The frequency rate of PNI in needle biopsy was reported to be from 11% to 38% in several studies (9-12, 15, 16, 19, 21). The present study found a frequency rate of 25.7%. The frequency rates were 21.6% and 58.3% in patients without extra-prostate involvement and in patients with extensive disease, respectively. Other studies also reported lower PNI rates in less extensive tumors. Thorson et al. (23) reported a rate of 2% in PNI tumors less than 1 mm in incidental autopsy samples, showing that PNI occurred in the first stages of disease. Byar and Mostofi (24) evaluated 208 prostates removed by the step-section technique for the early detection of prostate cancer and reported a high frequency of PNI (84.1%). They proposed that PNI occurs in the early stages of disease.

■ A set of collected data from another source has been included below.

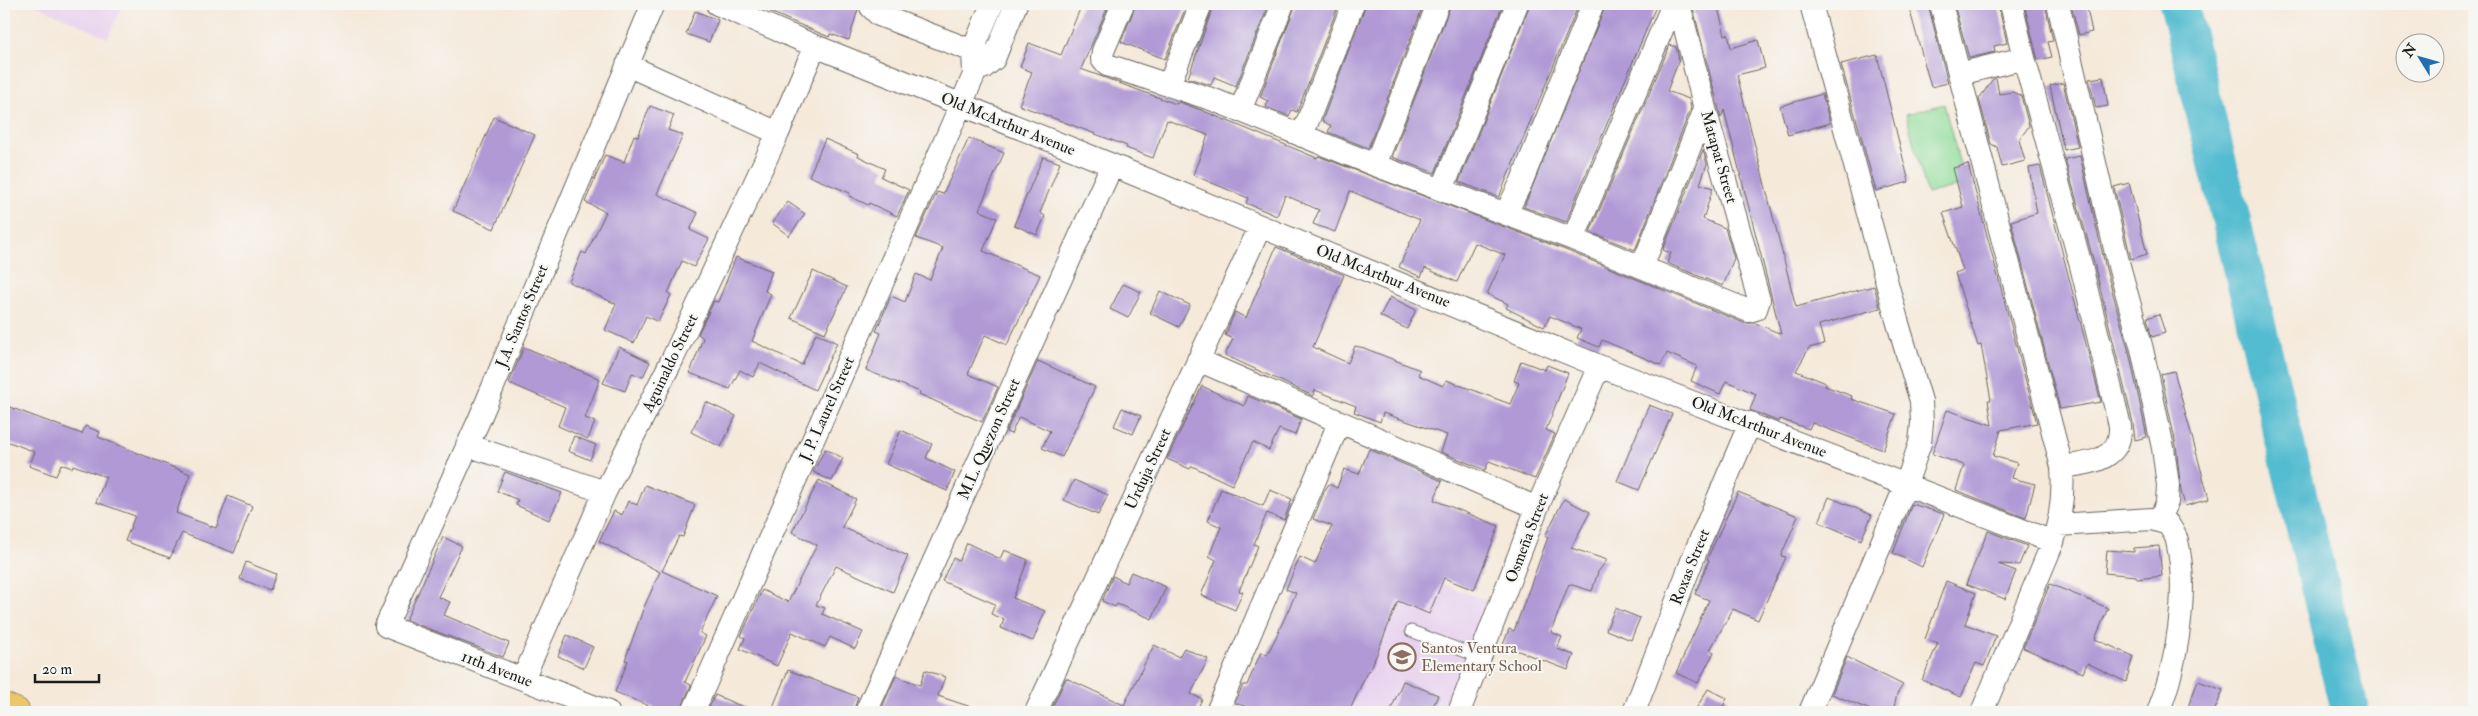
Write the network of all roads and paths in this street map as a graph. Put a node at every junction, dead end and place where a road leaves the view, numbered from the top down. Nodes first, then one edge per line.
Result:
1 (653, 4) edge
2 (717, 4) edge
3 (871, 4) edge
4 (992, 4) edge
5 (1016, 4) edge
6 (1123, 4) edge
7 (1201, 4) edge
8 (1283, 4) edge
9 (1353, 4) edge
10 (1438, 4) edge
11 (1517, 4) edge
12 (1592, 4) edge
13 (1673, 4) edge
14 (1679, 4) edge
15 (1812, 4) edge
16 (1941, 4) edge
17 (2011, 4) edge
18 (2058, 4) edge
19 (815, 46) junction
20 (973, 50) junction
21 (2024, 58) junction
22 (994, 59) junction
23 (627, 65) junction
24 (1959, 74) junction
25 (974, 75) junction
26 (1169, 85) junction
27 (960, 105) junction
28 (1705, 109) junction
29 (1240, 111) junction
30 (778, 133) junction
31 (1302, 136) junction
32 (1112, 165) junction
33 (1376, 165) junction
34 (1442, 190) junction
35 (1506, 213) junction
36 (1260, 227) junction
37 (1573, 238) junction
38 (1642, 267) junction
39 (1198, 360) junction
40 (1599, 366) junction
41 (1339, 423) junction
42 (1750, 423) junction
43 (467, 445) junction
44 (2062, 467) junction
45 (1906, 485) junction
46 (605, 492) junction
47 (1537, 508) junction
48 (2160, 521) junction
49 (2056, 533) junction
50 (386, 626) joint
51 (1411, 631) dead end
52 (1482, 658) junction
53 (523, 679) junction
54 (4, 707) edge
55 (16, 712) edge
56 (608, 712) edge
57 (693, 712) edge
58 (866, 712) edge
59 (1036, 712) edge
60 (1217, 712) edge
61 (1460, 712) edge
62 (1634, 712) edge
63 (1810, 712) edge
64 (1982, 712) edge
65 (2158, 712) edge

1 - 23 street, J.A. Santos Street
2 - 19 street, Old McArthur Avenue
3 - 20 street
4 - 20 street
5 - 22 street
6 - 26 street
7 - 26 street
8 - 29 street
9 - 31 street
10 - 33 street
11 - 34 street
12 - 35 street
13 - 37 street
14 - 28 street, Matapat Street
15 - 45 street
16 - 24 street
17 - 21 street
18 - 48 street
19 - 27 street, Old McArthur Avenue
19 - 30 street, Aguinaldo Street
20 - 22 street
20 - 25 street
21 - 24 street
21 - 44 street
22 - 25 street
23 - 30 street
23 - 43 street, J.A. Santos Street
24 - 44 street
25 - 27 street, J. P. Laurel Street
26 - 29 street
27 - 32 street, Old McArthur Avenue
27 - 57 street, J. P. Laurel Street
28 - 38 street
28 - 38 street, Matapat Street
29 - 31 street
30 - 46 street, Aguinaldo Street
31 - 33 street
32 - 36 street, Old McArthur Avenue
32 - 58 street, M.L. Quezon Street
33 - 34 street
34 - 35 street
35 - 37 street
36 - 39 street, Urduja Street
36 - 40 street, Old McArthur Avenue
37 - 38 street
39 - 41 street
39 - 59 street, Urduja Street
40 - 42 street, Old McArthur Avenue
40 - 47 street, Osmeña Street
41 - 47 street
41 - 60 street
42 - 45 street, Old McArthur Avenue
42 - 62 street, Roxas Street
43 - 46 street
43 - 50 street, J.A. Santos Street
44 - 49 street
45 - 49 street, Old McArthur Avenue
45 - 63 street
46 - 53 street, Aguinaldo Street
47 - 52 street, Osmeña Street
48 - 49 street
48 - 65 street
49 - 64 street
50 - 53 street, 11th Avenue
51 - 52 lane
52 - 61 street, Osmeña Street
53 - 56 street, 11th Avenue
54 - 55 highway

The present study has the following limitations. The PNI extension and quantity were not assessed, and only the presence of PNI in biopsy was considered. Moreover, because no follow-up patient data were obtained, the results of this study cannot be compared with therapeutic outcomes. Furthermore, because the only treatment considered in this study was radical prostatectomy, the results cannot be used to compare different therapeutic outcomes.

The presence of PNI in needle biopsy was associated with pathological stages higher than T2 in samples obtained by radical prostatectomy. The results showed no differences in PSA, clinical stage, clinical and pathological Gleason score, or rates of under-staging and over-staging between groups with and without PNI. Based on these findings, PNI is not an appropriate independent factor in risk stratification.